* [Instructions to follow]:
This task calls for copying each line below that contains "mouth".

[Collected data entries]
######

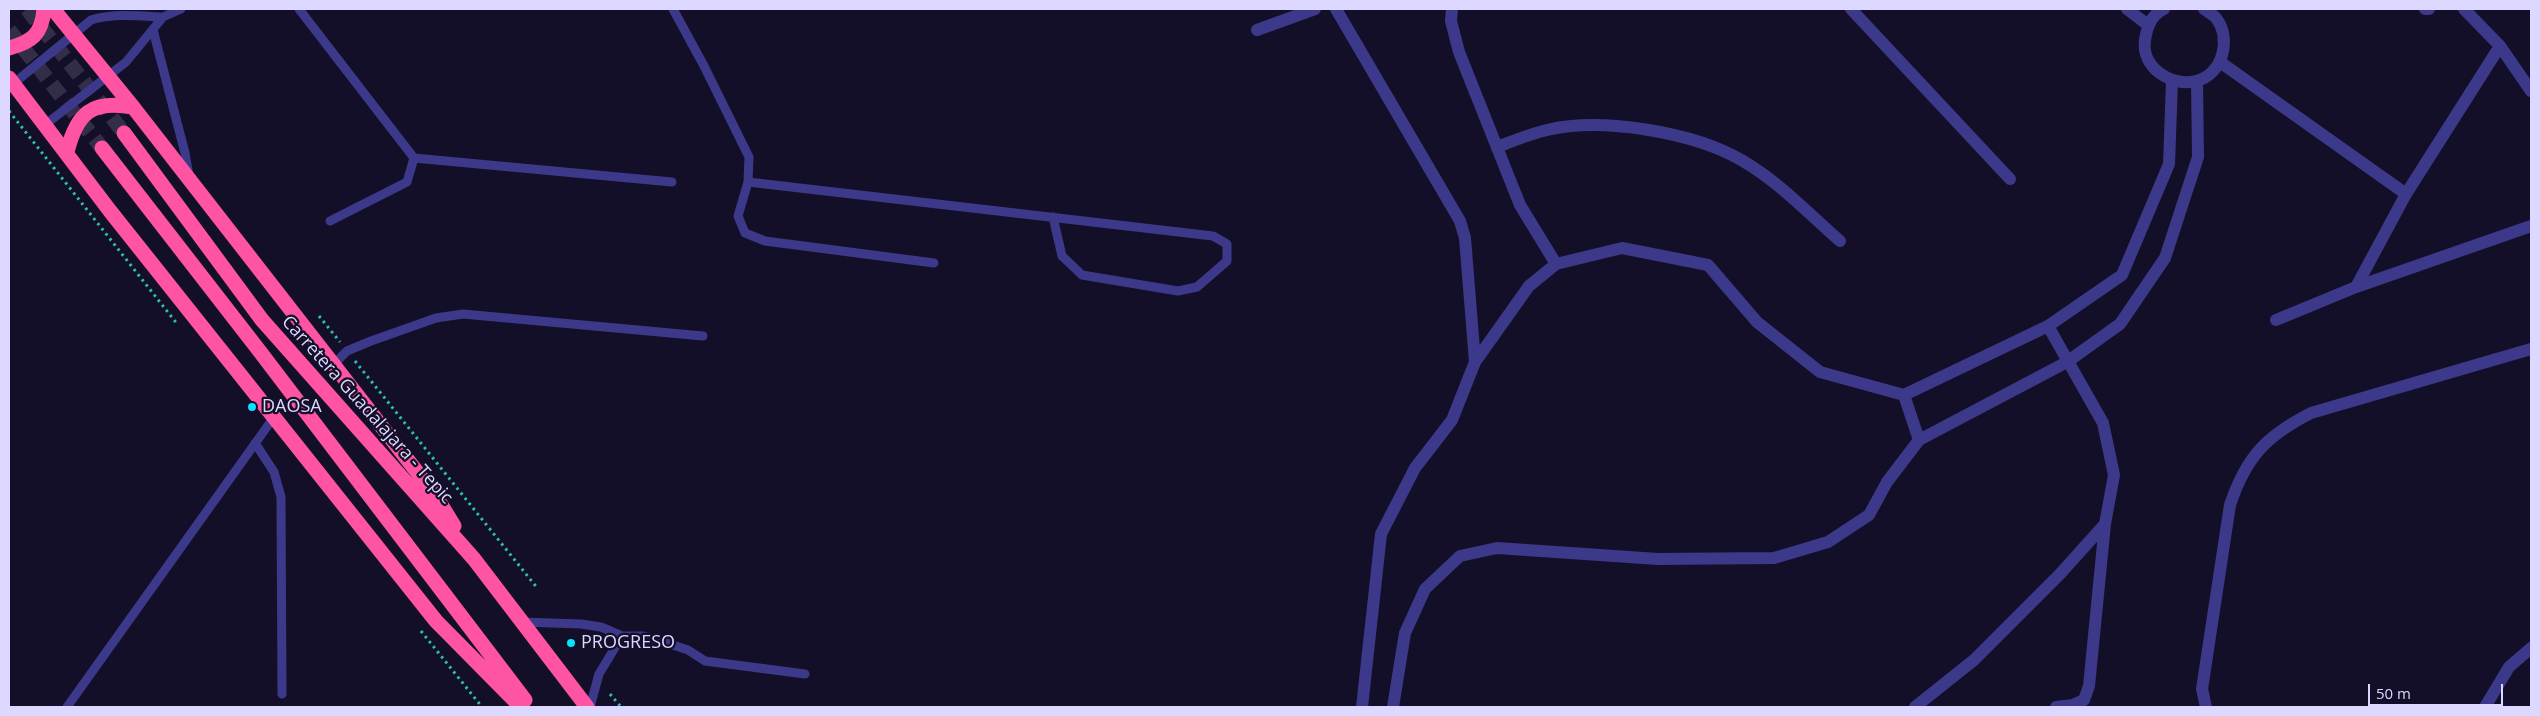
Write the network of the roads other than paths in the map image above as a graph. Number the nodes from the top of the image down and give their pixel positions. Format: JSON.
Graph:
{"nodes":[{"id":1,"x":44,"y":9,"type":"edge"},
{"id":2,"x":53,"y":9,"type":"edge"},
{"id":3,"x":181,"y":9,"type":"edge"},
{"id":4,"x":299,"y":9,"type":"edge"},
{"id":5,"x":673,"y":9,"type":"edge"},
{"id":6,"x":1315,"y":9,"type":"edge"},
{"id":7,"x":1336,"y":9,"type":"edge"},
{"id":8,"x":1452,"y":9,"type":"edge"},
{"id":9,"x":1852,"y":9,"type":"edge"},
{"id":10,"x":2127,"y":9,"type":"edge"},
{"id":11,"x":2164,"y":9,"type":"edge"},
{"id":12,"x":2204,"y":9,"type":"edge"},
{"id":13,"x":2425,"y":9,"type":"edge"},
{"id":14,"x":2429,"y":9,"type":"edge"},
{"id":15,"x":2464,"y":9,"type":"edge"},
{"id":16,"x":104,"y":12,"type":"edge"},
{"id":17,"x":163,"y":17,"type":"junction"},
{"id":18,"x":2148,"y":25,"type":"junction"},
{"id":19,"x":153,"y":30,"type":"junction"},
{"id":20,"x":1257,"y":30,"type":"dead end"},
{"id":21,"x":73,"y":34,"type":"junction"},
{"id":22,"x":2500,"y":46,"type":"junction"},
{"id":23,"x":9,"y":48,"type":"edge"},
{"id":24,"x":2220,"y":62,"type":"junction"},
{"id":25,"x":107,"y":77,"type":"junction"},
{"id":26,"x":11,"y":81,"type":"edge"},
{"id":27,"x":2172,"y":81,"type":"junction"},
{"id":28,"x":2197,"y":81,"type":"junction"},
{"id":29,"x":2531,"y":92,"type":"edge"},
{"id":30,"x":133,"y":107,"type":"junction"},
{"id":31,"x":46,"y":124,"type":"junction"},
{"id":32,"x":124,"y":133,"type":"tunnel mouth"},
{"id":33,"x":1497,"y":147,"type":"junction"},
{"id":34,"x":102,"y":148,"type":"tunnel mouth"},
{"id":35,"x":67,"y":152,"type":"junction"},
{"id":36,"x":414,"y":158,"type":"junction"},
{"id":37,"x":189,"y":179,"type":"junction"},
{"id":38,"x":2010,"y":180,"type":"dead end"},
{"id":39,"x":672,"y":182,"type":"dead end"},
{"id":40,"x":748,"y":182,"type":"junction"},
{"id":41,"x":2406,"y":194,"type":"junction"},
{"id":42,"x":1053,"y":217,"type":"junction"},
{"id":43,"x":330,"y":221,"type":"dead end"},
{"id":44,"x":2531,"y":226,"type":"edge"},
{"id":45,"x":1840,"y":241,"type":"dead end"},
{"id":46,"x":934,"y":263,"type":"dead end"},
{"id":47,"x":1556,"y":264,"type":"junction"},
{"id":48,"x":2356,"y":287,"type":"junction"},
{"id":49,"x":2276,"y":320,"type":"dead end"},
{"id":50,"x":2048,"y":326,"type":"junction"},
{"id":51,"x":704,"y":336,"type":"dead end"},
{"id":52,"x":2531,"y":349,"type":"edge"},
{"id":53,"x":1475,"y":362,"type":"junction"},
{"id":54,"x":2067,"y":362,"type":"junction"},
{"id":55,"x":333,"y":366,"type":"junction"},
{"id":56,"x":1904,"y":395,"type":"junction"},
{"id":57,"x":274,"y":417,"type":"junction"},
{"id":58,"x":1919,"y":440,"type":"junction"},
{"id":59,"x":255,"y":443,"type":"junction"},
{"id":60,"x":2105,"y":524,"type":"junction"},
{"id":61,"x":474,"y":559,"type":"junction"},
{"id":62,"x":522,"y":622,"type":"junction"},
{"id":63,"x":622,"y":636,"type":"junction"},
{"id":64,"x":2531,"y":648,"type":"edge"},
{"id":65,"x":805,"y":674,"type":"dead end"},
{"id":66,"x":282,"y":694,"type":"dead end"},
{"id":67,"x":67,"y":707,"type":"edge"},
{"id":68,"x":521,"y":707,"type":"edge"},
{"id":69,"x":531,"y":707,"type":"edge"},
{"id":70,"x":589,"y":707,"type":"edge"},
{"id":71,"x":1362,"y":707,"type":"edge"},
{"id":72,"x":1393,"y":707,"type":"edge"},
{"id":73,"x":1915,"y":707,"type":"edge"},
{"id":74,"x":2056,"y":707,"type":"edge"},
{"id":75,"x":2206,"y":707,"type":"edge"},
{"id":76,"x":2485,"y":707,"type":"edge"}],
"edges":[{"from":1,"to":23,"type":"highway"},
{"from":2,"to":21,"type":"highway"},
{"from":3,"to":17,"type":"lane"},
{"from":4,"to":36,"type":"lane"},
{"from":5,"to":40,"type":"lane"},
{"from":6,"to":20,"type":"street"},
{"from":7,"to":53,"type":"street"},
{"from":8,"to":33,"type":"street"},
{"from":9,"to":38,"type":"street"},
{"from":10,"to":18,"type":"street"},
{"from":11,"to":18,"type":"street"},
{"from":12,"to":24,"type":"street"},
{"from":13,"to":14,"type":"street"},
{"from":15,"to":22,"type":"street"},
{"from":16,"to":17,"type":"lane"},
{"from":16,"to":21,"type":"lane"},
{"from":17,"to":19,"type":"lane"},
{"from":18,"to":27,"type":"street"},
{"from":19,"to":25,"type":"lane"},
{"from":19,"to":37,"type":"lane"},
{"from":21,"to":25,"type":"highway"},
{"from":21,"to":26,"type":"lane"},
{"from":22,"to":29,"type":"street"},
{"from":22,"to":41,"type":"street"},
{"from":24,"to":28,"type":"street"},
{"from":24,"to":41,"type":"street"},
{"from":25,"to":30,"type":"highway"},
{"from":25,"to":31,"type":"lane"},
{"from":26,"to":31,"type":"highway"},
{"from":27,"to":28,"type":"street"},
{"from":27,"to":50,"type":"street"},
{"from":28,"to":54,"type":"street"},
{"from":30,"to":35,"type":"highway"},
{"from":30,"to":37,"type":"highway"},
{"from":31,"to":35,"type":"highway"},
{"from":32,"to":61,"type":"highway","name":"Carretera Guadalajara - Tepic"},
{"from":33,"to":45,"type":"street"},
{"from":33,"to":47,"type":"street"},
{"from":34,"to":69,"type":"highway"},
{"from":35,"to":57,"type":"highway"},
{"from":36,"to":39,"type":"lane"},
{"from":36,"to":43,"type":"lane"},
{"from":37,"to":55,"type":"highway"},
{"from":40,"to":42,"type":"lane"},
{"from":40,"to":46,"type":"lane"},
{"from":41,"to":48,"type":"street"},
{"from":42,"to":42,"type":"lane"},
{"from":44,"to":48,"type":"street"},
{"from":47,"to":53,"type":"street"},
{"from":47,"to":56,"type":"street"},
{"from":48,"to":49,"type":"street"},
{"from":50,"to":54,"type":"street"},
{"from":50,"to":56,"type":"street"},
{"from":51,"to":55,"type":"lane"},
{"from":52,"to":75,"type":"street"},
{"from":53,"to":71,"type":"street"},
{"from":54,"to":58,"type":"street"},
{"from":54,"to":60,"type":"street"},
{"from":55,"to":61,"type":"highway"},
{"from":56,"to":58,"type":"street"},
{"from":57,"to":59,"type":"lane"},
{"from":57,"to":68,"type":"highway"},
{"from":58,"to":72,"type":"street"},
{"from":59,"to":66,"type":"lane"},
{"from":59,"to":67,"type":"lane"},
{"from":60,"to":73,"type":"street"},
{"from":60,"to":74,"type":"street"},
{"from":61,"to":62,"type":"highway","name":"Carretera Guadalajara - Tepic"},
{"from":62,"to":63,"type":"lane"},
{"from":62,"to":70,"type":"highway","name":"Carretera Guadalajara - Tepic"},
{"from":63,"to":65,"type":"lane"},
{"from":63,"to":70,"type":"lane"},
{"from":64,"to":76,"type":"street"}]}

######

* [Solution]:
{"id":32,"x":124,"y":133,"type":"tunnel mouth"},
{"id":34,"x":102,"y":148,"type":"tunnel mouth"},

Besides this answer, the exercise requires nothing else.